MATERIAL PROVIDED ->
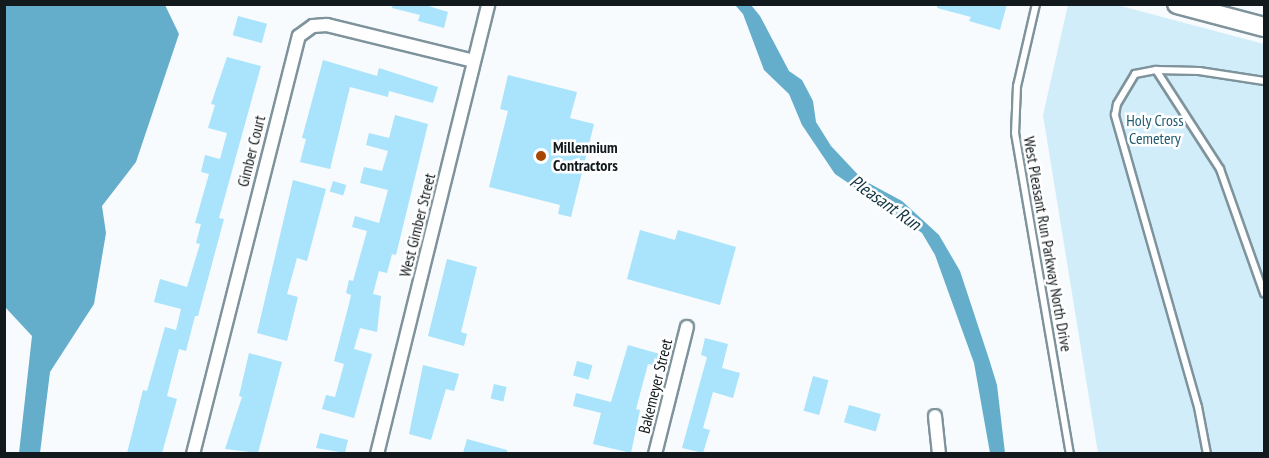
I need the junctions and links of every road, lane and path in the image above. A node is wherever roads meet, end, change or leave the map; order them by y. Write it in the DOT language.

---

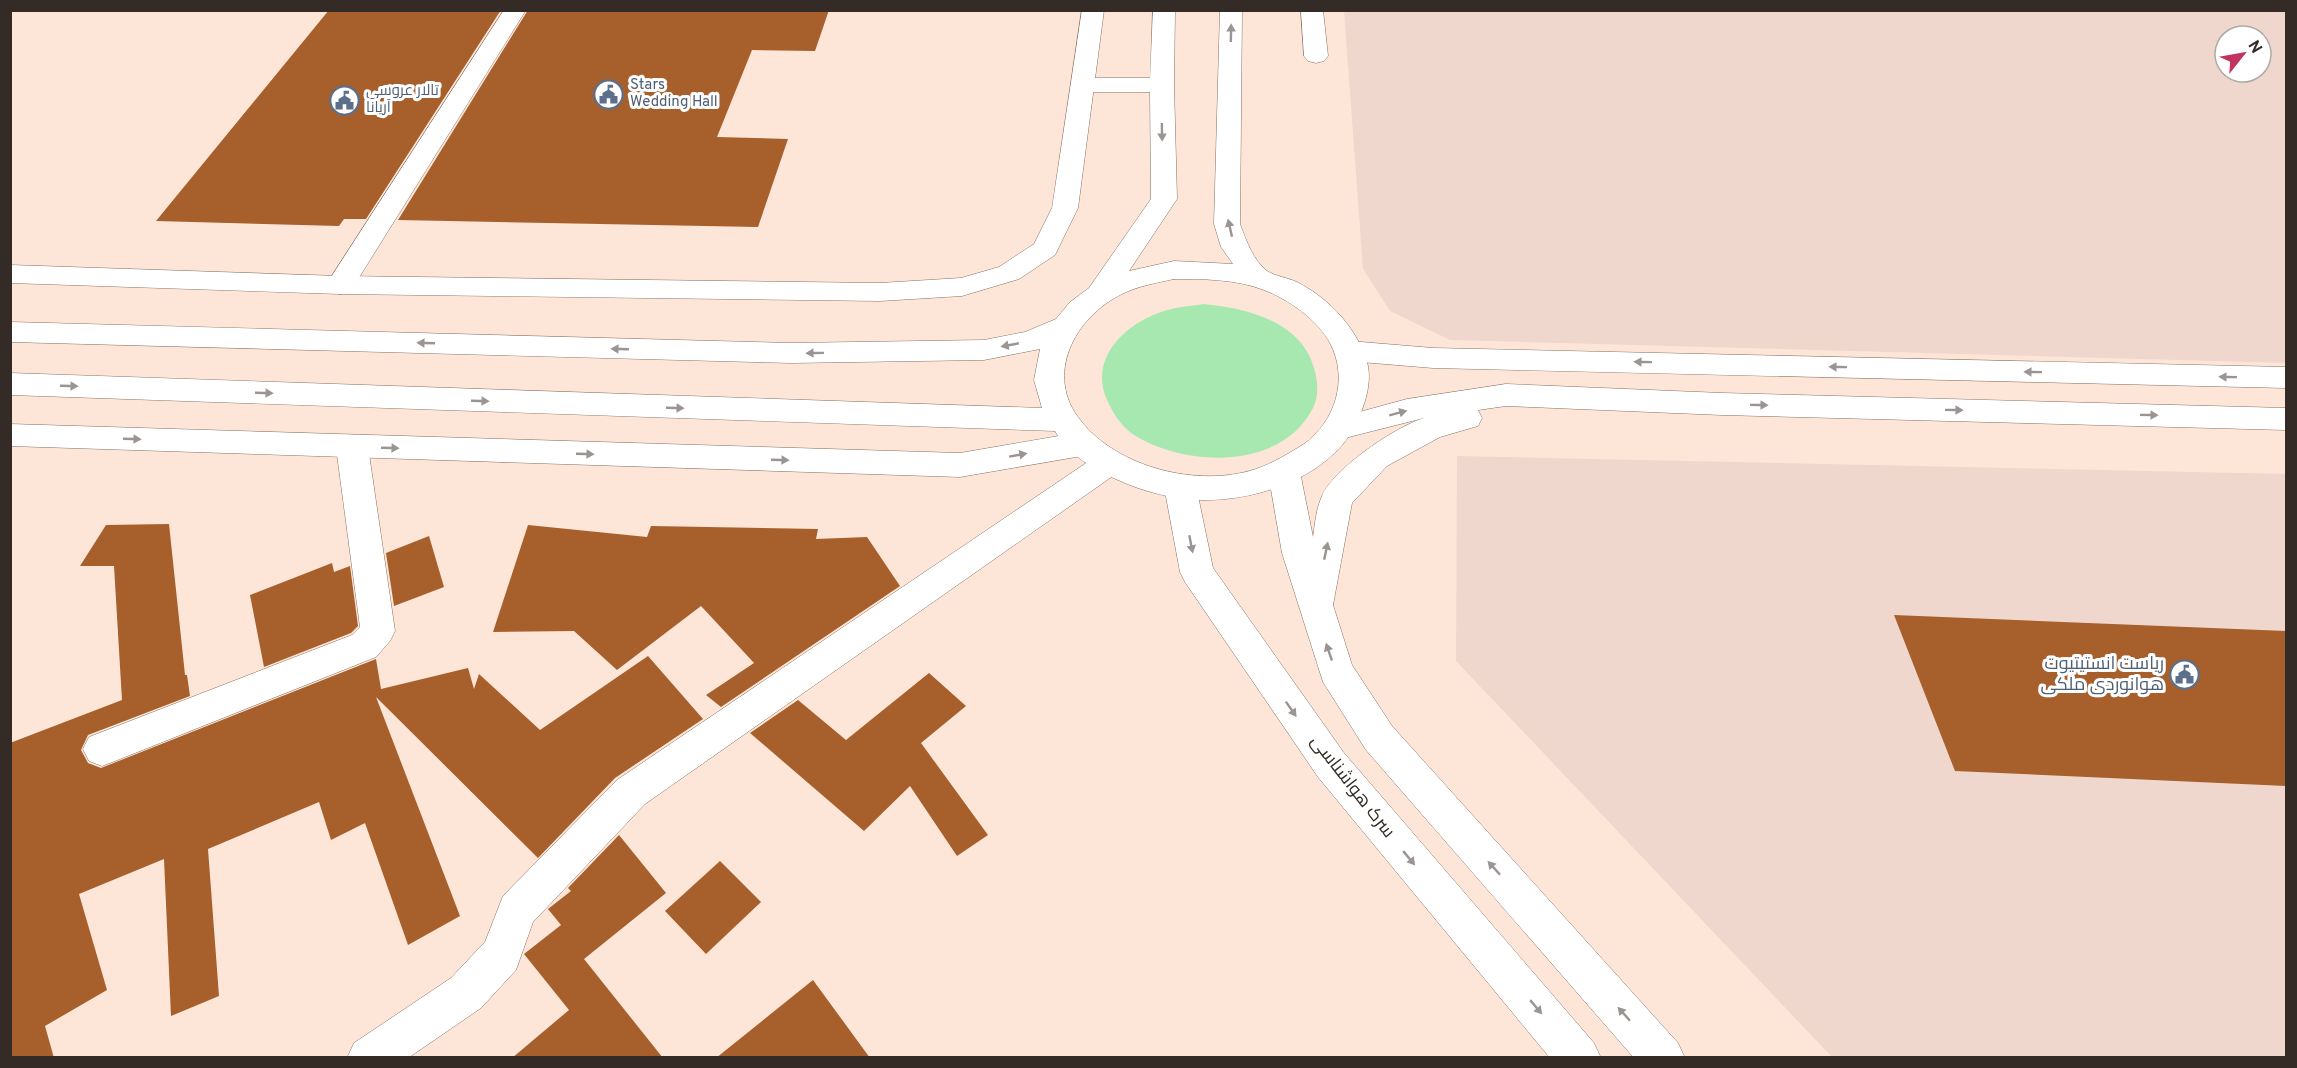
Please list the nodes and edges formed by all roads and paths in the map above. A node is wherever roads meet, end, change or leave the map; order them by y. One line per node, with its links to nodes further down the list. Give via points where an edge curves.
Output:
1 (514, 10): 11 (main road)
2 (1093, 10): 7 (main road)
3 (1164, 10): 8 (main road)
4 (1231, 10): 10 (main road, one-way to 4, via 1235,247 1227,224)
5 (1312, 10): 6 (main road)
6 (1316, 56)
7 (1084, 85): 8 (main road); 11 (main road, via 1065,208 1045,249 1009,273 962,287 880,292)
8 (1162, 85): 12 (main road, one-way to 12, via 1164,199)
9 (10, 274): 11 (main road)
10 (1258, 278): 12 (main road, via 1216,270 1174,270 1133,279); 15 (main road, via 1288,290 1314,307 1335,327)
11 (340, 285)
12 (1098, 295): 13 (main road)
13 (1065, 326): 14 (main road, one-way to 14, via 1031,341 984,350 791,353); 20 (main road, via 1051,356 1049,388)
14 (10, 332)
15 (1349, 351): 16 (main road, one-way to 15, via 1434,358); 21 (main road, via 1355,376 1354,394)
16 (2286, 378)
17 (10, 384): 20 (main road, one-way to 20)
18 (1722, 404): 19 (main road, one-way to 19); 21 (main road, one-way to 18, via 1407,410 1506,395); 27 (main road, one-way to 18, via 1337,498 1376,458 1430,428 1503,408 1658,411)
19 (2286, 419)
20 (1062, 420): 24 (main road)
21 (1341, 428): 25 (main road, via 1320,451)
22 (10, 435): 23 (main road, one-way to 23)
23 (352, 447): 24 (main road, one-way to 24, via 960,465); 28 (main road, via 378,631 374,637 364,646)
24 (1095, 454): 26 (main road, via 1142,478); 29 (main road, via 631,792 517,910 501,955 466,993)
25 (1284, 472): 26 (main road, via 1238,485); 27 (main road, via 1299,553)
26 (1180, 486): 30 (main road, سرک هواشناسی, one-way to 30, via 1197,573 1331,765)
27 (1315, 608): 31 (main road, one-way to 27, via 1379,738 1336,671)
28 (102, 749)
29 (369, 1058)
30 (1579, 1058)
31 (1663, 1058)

EXERCISE AIM -> Scan the material for the string "node". Copy each line where it appears.

EXPECTED ANSWER ->
I need the junctions and links of every road, lane and path in the image above. A node is wherever roads meet, end, change or leave the map; order them by y. Write it in the DOT language.
Please list the nodes and edges formed by all roads and paths in the map above. A node is wherever roads meet, end, change or leave the map; order them by y. One line per node, with its links to nodes further down the list. Give via points where an edge curves.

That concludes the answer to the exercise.